Dutch politician (1951–2021)

G. J. A. M. "GertJan" Nijpels (10 June 1951 – 8 February 2021) was a Dutch administrator and a politician of the People's Party for Freedom and Democracy. He was the mayor of the municipality of Opmeer from 15 May 2005 until 8 February 2021, after serving as acting mayor from 15 June 2004 until 15 May 2005. Nijpels was due to retire during mid-2021, but died suddenly at the age of 69 on 8 February 2021.

==Biography==

From 1990 to 1999, Nijpels was an alderman of Den Helder. Later, his career included work as a management consultant, interim manager, project manager, and trainer at LMI Europe BV. He held that position for two years prior to becoming the director of Holland Stores Group BV for several years.

On 15 June 2004, Nijpels was appointed as interim mayor of Opmeer. Almost a year later, on 15 May 2005, he became the mayor of that municipality by royal decree. Nijpels announced that he would retire on 1 July 2021. However, he died abruptly on 8 February 2021.

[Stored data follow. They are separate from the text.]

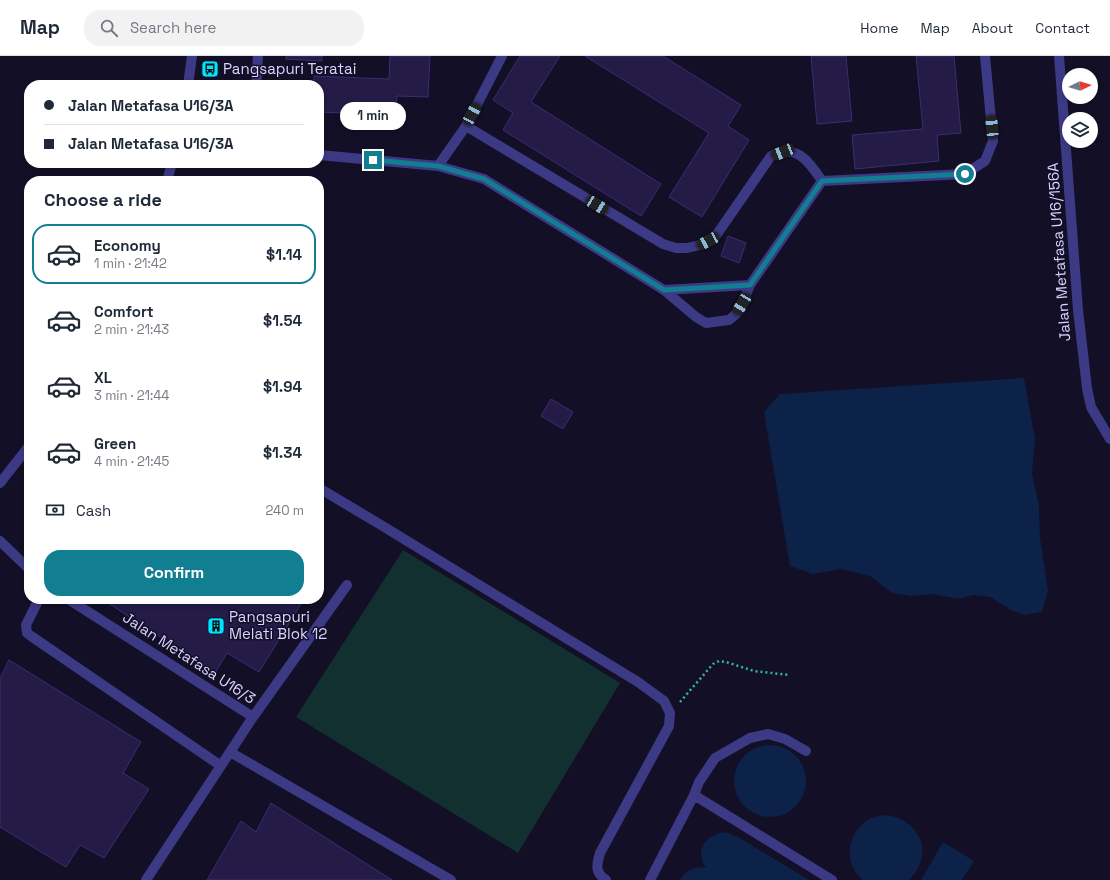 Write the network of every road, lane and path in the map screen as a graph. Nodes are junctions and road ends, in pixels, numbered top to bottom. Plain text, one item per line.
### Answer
1 (192, 56) edge
2 (258, 56) edge
3 (502, 56) edge
4 (985, 56) edge
5 (1059, 56) edge
6 (189, 80) edge
7 (256, 80) edge
8 (466, 126) junction
9 (324, 155) edge
10 (438, 166) junction
11 (822, 181) junction
12 (750, 285) junction
13 (664, 290) junction
14 (1110, 439) edge
15 (24, 452) edge
16 (0, 483) edge
17 (324, 491) edge
18 (0, 541) edge
19 (24, 564) edge
20 (347, 585) dead end
21 (36, 604) edge
22 (76, 604) edge
23 (789, 675) dead end
24 (670, 713) junction
25 (253, 717) junction
26 (806, 751) dead end
27 (230, 752) junction
28 (221, 766) junction
29 (694, 795) junction
30 (146, 880) edge
31 (451, 880) edge
32 (606, 880) edge
33 (650, 880) edge
34 (832, 880) edge

1 - 6 street
2 - 7 street
3 - 8 street
4 - 11 street
5 - 14 street, Jalan Metafasa U16/156A
8 - 10 street
8 - 11 street
9 - 10 street
10 - 13 street
11 - 12 street
12 - 13 street
12 - 13 street
15 - 16 street
17 - 24 street
18 - 19 street
20 - 25 street, Jalan Metafasa U16/3
21 - 28 street
22 - 25 street, Jalan Metafasa U16/3
23 - 24 path
24 - 32 street
25 - 27 street, Jalan Metafasa U16/3
26 - 29 street
27 - 28 street, Jalan Metafasa U16/3
27 - 31 street
28 - 30 street, Jalan Metafasa U16/3
29 - 33 street
29 - 34 street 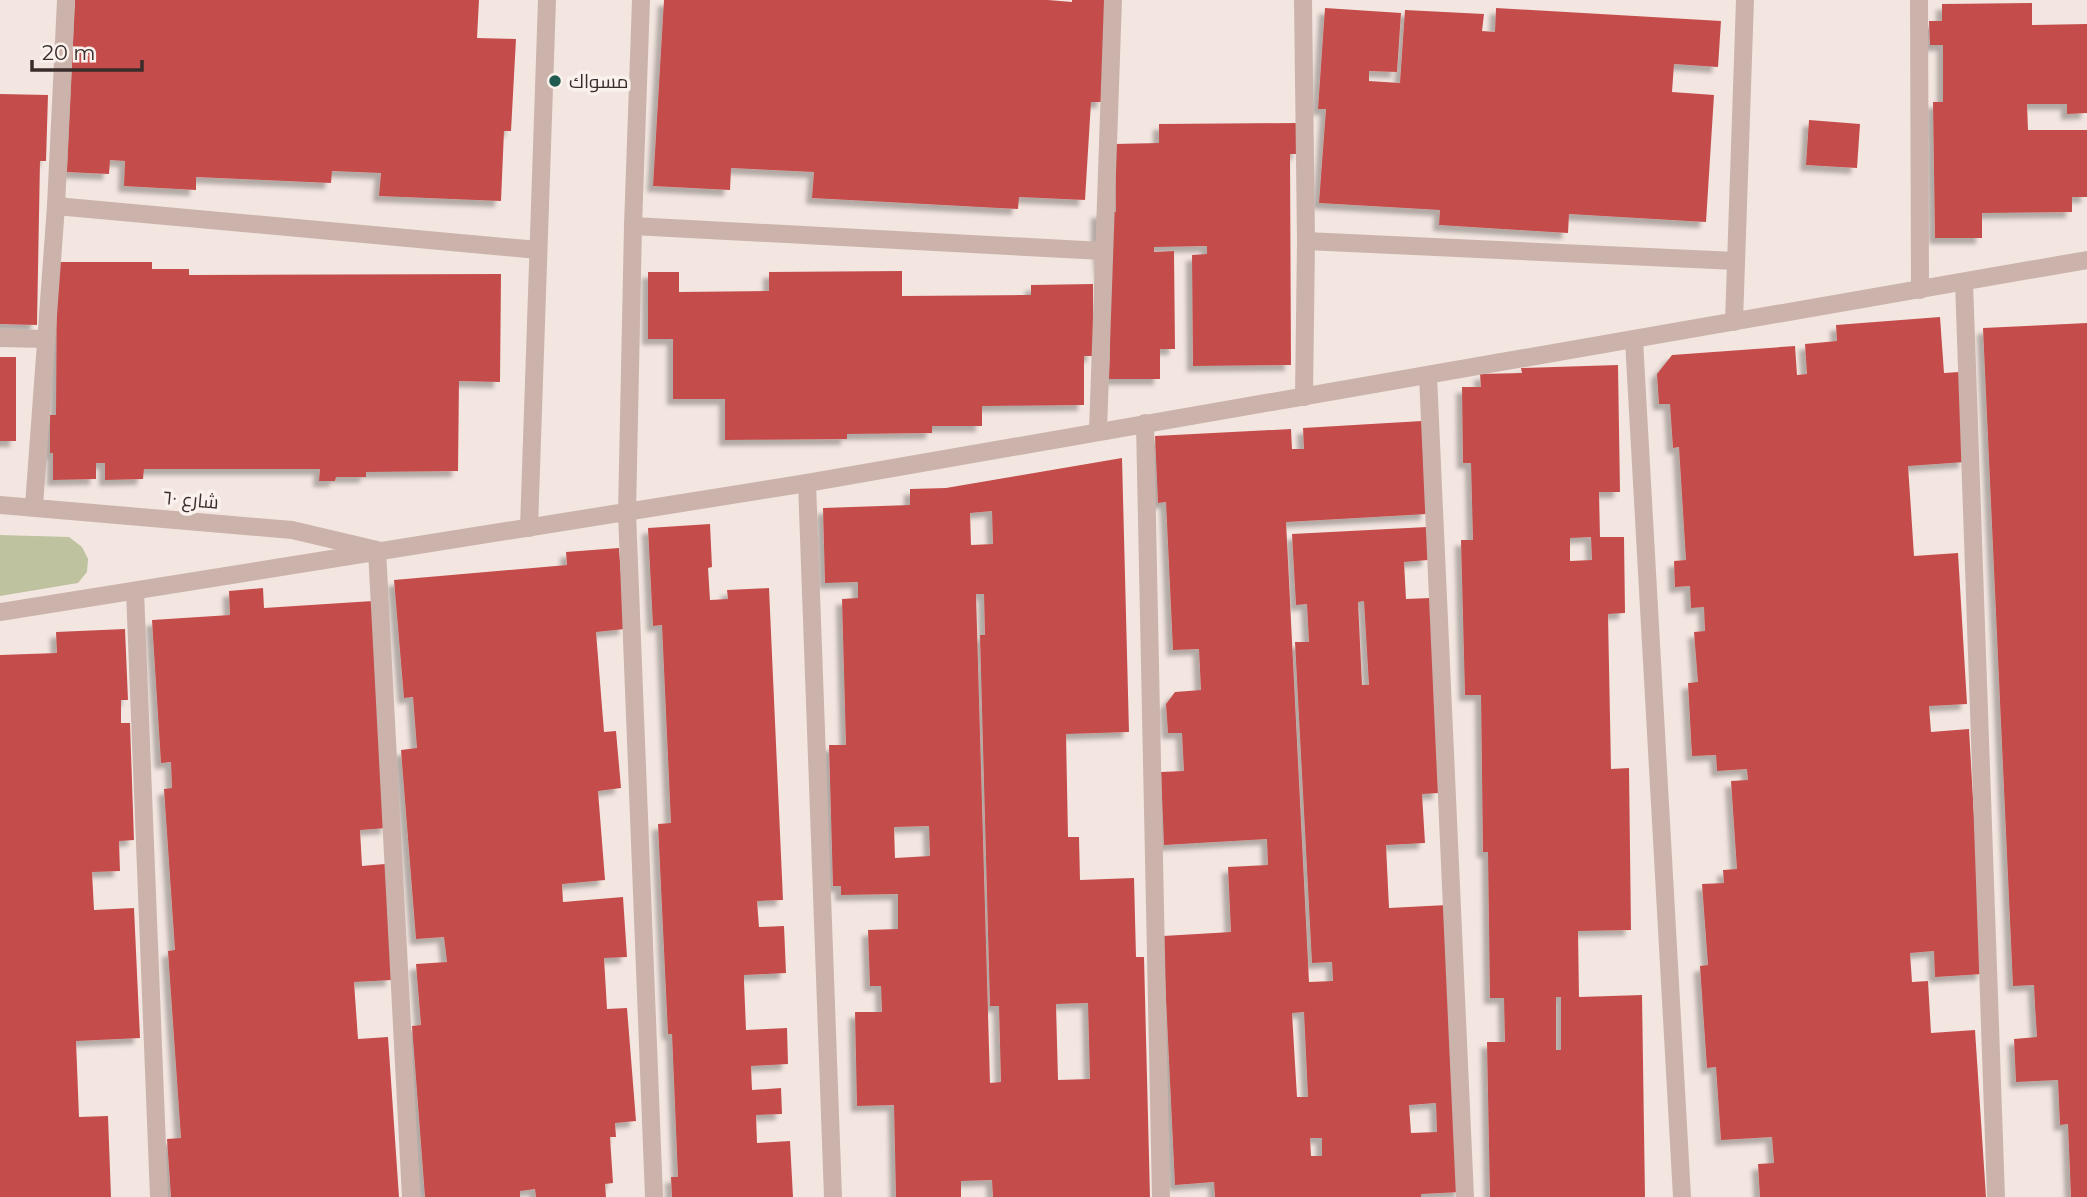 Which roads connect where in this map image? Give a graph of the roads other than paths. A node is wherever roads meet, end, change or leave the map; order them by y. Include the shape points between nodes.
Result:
1 (66, 0) edge
2 (547, 0) edge
3 (641, 0) edge
4 (1113, 0) edge
5 (1303, 0) edge
6 (1745, 0) edge
7 (1919, 0) edge
8 (56, 206) junction
9 (633, 226) junction
10 (1306, 241) junction
11 (538, 250) junction
12 (1104, 251) junction
13 (2087, 260) edge
14 (1736, 261) junction
15 (1964, 282) junction
16 (1920, 290) junction
17 (1734, 322) junction
18 (0, 338) edge
19 (46, 339) junction
20 (1634, 340) junction
21 (1428, 376) junction
22 (1304, 397) junction
23 (1145, 423) junction
24 (1098, 431) junction
25 (807, 483) junction
26 (0, 505) edge
27 (34, 506) junction
28 (626, 513) junction
29 (529, 528) junction
30 (377, 550) junction
31 (135, 591) junction
32 (0, 612) edge
33 (159, 1197) edge
34 (411, 1197) edge
35 (654, 1197) edge
36 (832, 1197) edge
37 (1161, 1197) edge
38 (1465, 1197) edge
39 (1682, 1197) edge
40 (1996, 1197) edge

1 - 8 street
2 - 11 street
3 - 9 street
4 - 12 street
5 - 10 street
6 - 14 street
7 - 16 street
8 - 11 street
8 - 19 street
9 - 12 street
9 - 28 street
10 - 14 street
10 - 22 street
11 - 29 street
12 - 24 street
13 - 15 street
14 - 17 street
15 - 16 street
15 - 40 street
16 - 17 street
17 - 20 street
18 - 19 street
19 - 27 street
20 - 21 street
20 - 39 street
21 - 22 street
21 - 38 street
22 - 23 street
23 - 24 street
23 - 37 street
24 - 25 street
25 - 28 street
25 - 36 street
26 - 27 street, شارع ٦٠
27 - 30 street, شارع ٦٠ via 292,530
28 - 29 street
28 - 35 street
29 - 30 street
30 - 31 street
30 - 34 street
31 - 32 street
31 - 33 street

In addition to his executive position, Nijpels served as the chairman of the Supervisory Board of Stichting Special Education for Den Helder and surroundings, Secretary of the General Board of Stichting Noorderlicht (supervisor Tetrix Bedrijfsopleidingen BV), and honorary chairman of Stichting Landbouwtentoonstelling Opmeer.

==Death==
Nijpels died of cardiac arrest during the night of 7–8 February 2021. He had intended to pay a visit to the Aartswoud Cattle Museum, where a hay barn had caught on fire, but he is presumed to have died en route. Heavy snow fell that night as an effect of a major weather event, Storm Darcy. After resuscitation attempts failed, Nijpels was pronounced dead.